When he left this earth, he took that ripped part with him. I’m not sure how or if my heart will ever heal. I have people daily telling me that it will heal and I will move on, but I have a hard time believing people who weren’t there when the person they loved decided the life they were living was too much.

I have a hard time just being around my own family, which from what I hear is normal. The only solace I find is when I’m with his family: his mom and his sister. They bring me the only comfort that I can find in this situation. The extension of him that I see in them both warms and breaks my heart at the same time. His mom told me that her heart hurts for what could have been, and you know, mine does, too. I would have made her a mother-in-law and a grandma. We have grown close through this. She will be my second Mom now.

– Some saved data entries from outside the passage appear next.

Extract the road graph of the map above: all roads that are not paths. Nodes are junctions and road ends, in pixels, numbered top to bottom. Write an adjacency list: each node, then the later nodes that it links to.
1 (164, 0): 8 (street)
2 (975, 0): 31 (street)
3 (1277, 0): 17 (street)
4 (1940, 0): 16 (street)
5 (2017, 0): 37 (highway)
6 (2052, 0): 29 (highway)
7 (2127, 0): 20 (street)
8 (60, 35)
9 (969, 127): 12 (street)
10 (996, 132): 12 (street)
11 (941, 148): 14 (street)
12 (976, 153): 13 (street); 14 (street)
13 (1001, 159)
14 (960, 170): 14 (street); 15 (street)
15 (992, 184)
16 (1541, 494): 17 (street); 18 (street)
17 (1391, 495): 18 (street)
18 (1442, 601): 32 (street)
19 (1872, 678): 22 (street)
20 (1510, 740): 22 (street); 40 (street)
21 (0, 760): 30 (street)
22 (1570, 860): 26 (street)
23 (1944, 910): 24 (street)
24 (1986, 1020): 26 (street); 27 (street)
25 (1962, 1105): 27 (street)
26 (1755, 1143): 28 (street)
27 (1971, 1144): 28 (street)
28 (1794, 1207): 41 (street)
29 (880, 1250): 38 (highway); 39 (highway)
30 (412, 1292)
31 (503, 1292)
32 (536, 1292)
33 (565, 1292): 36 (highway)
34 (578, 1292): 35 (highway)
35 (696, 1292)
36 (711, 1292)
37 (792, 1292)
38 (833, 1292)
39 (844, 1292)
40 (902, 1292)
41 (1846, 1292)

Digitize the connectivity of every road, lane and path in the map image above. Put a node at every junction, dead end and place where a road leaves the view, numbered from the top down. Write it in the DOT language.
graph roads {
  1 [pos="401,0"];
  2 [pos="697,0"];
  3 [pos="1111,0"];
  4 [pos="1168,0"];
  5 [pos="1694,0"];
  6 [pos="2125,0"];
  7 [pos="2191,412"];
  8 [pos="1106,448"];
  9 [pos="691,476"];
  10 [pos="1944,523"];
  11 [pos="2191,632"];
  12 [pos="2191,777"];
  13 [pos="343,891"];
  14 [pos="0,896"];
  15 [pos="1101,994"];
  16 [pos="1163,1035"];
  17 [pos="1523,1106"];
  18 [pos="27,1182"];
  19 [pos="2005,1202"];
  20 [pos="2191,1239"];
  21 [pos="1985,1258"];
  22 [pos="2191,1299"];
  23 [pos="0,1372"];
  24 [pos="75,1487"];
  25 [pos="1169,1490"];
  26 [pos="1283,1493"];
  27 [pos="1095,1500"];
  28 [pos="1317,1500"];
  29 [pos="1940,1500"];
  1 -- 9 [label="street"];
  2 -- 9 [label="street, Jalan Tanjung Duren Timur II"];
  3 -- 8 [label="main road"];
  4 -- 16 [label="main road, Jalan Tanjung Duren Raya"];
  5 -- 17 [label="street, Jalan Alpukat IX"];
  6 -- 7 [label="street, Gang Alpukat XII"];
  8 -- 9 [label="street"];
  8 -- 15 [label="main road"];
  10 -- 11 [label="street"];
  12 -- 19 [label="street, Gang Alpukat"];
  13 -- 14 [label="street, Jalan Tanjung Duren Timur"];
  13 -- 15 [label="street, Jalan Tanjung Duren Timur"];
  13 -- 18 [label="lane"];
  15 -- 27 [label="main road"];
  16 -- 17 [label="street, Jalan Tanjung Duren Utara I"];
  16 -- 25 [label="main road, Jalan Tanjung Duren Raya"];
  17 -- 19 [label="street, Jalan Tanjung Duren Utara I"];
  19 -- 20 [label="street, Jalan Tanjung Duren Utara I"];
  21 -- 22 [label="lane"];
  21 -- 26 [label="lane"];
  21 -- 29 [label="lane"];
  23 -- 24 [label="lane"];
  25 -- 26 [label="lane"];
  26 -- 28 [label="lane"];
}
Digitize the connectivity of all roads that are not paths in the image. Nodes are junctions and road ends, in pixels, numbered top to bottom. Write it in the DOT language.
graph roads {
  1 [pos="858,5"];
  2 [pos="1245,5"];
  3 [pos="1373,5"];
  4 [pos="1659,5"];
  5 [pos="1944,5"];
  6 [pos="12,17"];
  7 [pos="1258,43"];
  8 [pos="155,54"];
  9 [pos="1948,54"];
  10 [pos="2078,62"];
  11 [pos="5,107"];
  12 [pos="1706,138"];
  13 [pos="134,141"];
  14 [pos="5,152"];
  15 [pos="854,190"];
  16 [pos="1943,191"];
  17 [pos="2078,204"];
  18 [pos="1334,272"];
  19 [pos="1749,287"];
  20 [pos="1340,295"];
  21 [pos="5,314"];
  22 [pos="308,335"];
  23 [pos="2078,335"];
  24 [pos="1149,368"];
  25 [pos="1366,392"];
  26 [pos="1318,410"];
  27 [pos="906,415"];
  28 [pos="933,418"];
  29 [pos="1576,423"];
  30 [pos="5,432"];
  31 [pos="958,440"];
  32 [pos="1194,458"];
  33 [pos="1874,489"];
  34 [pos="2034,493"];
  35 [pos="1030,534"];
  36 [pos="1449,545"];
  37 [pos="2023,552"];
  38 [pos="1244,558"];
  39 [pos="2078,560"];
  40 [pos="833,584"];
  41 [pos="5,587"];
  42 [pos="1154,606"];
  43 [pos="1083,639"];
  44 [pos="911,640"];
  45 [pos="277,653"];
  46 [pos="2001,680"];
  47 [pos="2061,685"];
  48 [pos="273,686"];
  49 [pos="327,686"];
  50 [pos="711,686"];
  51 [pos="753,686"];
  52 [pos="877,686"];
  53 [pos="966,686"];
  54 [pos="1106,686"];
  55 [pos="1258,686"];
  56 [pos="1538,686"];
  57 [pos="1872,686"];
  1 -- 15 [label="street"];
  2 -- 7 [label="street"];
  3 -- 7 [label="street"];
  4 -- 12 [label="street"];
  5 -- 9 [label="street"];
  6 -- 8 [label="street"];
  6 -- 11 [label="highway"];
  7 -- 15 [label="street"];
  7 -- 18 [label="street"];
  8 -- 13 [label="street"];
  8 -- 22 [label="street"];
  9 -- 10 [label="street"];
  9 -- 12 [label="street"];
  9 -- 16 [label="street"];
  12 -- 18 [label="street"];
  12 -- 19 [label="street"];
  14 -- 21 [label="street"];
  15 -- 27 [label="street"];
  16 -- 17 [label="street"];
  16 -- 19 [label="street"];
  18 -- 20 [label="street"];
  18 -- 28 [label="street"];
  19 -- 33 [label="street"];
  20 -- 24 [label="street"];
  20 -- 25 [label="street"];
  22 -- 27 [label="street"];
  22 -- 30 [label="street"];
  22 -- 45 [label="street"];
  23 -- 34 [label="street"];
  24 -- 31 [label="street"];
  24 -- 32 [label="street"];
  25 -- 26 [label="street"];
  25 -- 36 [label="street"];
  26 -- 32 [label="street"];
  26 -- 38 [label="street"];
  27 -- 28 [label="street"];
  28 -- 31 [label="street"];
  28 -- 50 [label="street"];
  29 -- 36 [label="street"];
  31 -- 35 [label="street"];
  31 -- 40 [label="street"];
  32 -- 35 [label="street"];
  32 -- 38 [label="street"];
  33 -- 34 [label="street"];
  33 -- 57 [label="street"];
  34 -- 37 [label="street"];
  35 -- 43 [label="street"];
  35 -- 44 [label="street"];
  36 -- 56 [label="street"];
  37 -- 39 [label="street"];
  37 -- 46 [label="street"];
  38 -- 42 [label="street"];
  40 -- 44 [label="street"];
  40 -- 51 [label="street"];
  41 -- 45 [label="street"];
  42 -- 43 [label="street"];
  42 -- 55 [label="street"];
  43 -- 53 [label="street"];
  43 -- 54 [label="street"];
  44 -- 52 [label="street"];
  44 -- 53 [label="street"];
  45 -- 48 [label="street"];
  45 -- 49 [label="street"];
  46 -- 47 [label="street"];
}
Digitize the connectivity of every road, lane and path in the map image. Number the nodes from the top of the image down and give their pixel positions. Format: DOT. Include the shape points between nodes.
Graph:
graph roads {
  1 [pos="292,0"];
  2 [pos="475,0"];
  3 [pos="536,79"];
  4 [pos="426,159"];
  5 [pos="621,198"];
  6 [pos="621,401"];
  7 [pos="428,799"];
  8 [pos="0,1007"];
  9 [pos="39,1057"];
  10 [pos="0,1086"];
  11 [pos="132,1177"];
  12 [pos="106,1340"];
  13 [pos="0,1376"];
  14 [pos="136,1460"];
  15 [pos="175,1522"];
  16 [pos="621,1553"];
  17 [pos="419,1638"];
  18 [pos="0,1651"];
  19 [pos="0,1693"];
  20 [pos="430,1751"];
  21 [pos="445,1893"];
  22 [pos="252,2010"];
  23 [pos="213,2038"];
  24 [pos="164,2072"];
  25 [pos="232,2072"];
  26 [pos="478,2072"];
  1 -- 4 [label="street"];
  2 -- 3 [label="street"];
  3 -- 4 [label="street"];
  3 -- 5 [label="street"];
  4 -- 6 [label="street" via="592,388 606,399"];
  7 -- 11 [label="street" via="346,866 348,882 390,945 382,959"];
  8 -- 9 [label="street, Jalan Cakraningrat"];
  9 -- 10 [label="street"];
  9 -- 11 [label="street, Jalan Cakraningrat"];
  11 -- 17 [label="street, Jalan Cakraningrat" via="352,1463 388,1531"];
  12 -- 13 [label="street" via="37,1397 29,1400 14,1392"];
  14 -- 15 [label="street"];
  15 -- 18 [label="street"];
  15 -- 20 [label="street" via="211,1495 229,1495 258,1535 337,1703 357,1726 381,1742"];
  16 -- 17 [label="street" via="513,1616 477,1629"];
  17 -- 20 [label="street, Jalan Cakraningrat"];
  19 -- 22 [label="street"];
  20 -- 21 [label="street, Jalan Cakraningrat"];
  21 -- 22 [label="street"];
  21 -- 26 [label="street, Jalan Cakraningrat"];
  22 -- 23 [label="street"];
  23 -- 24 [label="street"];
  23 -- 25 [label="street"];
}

I love her like I’ve known her my whole life. It’s these and only these small gifts that give me hope in this dark time. She was a gift from the universe (and Chris) to me.

“Don’t make any major life decisions within the first year after a major loss.” I have heard this from trained professionals, websites, books and friends. I don’t plan on it. I plan on being with my family, his family and the friends with whom I can speak. I plan on loving his–and now my–German Shepherd, Remy. I plan on giving him the kind of life his dad would be proud of.

I plan on honoring Chris, the greatest love of my life, by getting out of bed–well, the couch now–every single day, even though most days I do not want to. I plan on sticking with my therapy, my Survivors of Suicide Loss group, and my new “dealing with grief” books, and hopefully, one day, sleeping with the light off again.

For anyone reading this who feels like the darkness is just too much, please get help. Call someone, text someone, find a group or chat room, or call a toll free number. There are and always will be people who want you here–who need you here. I need you here.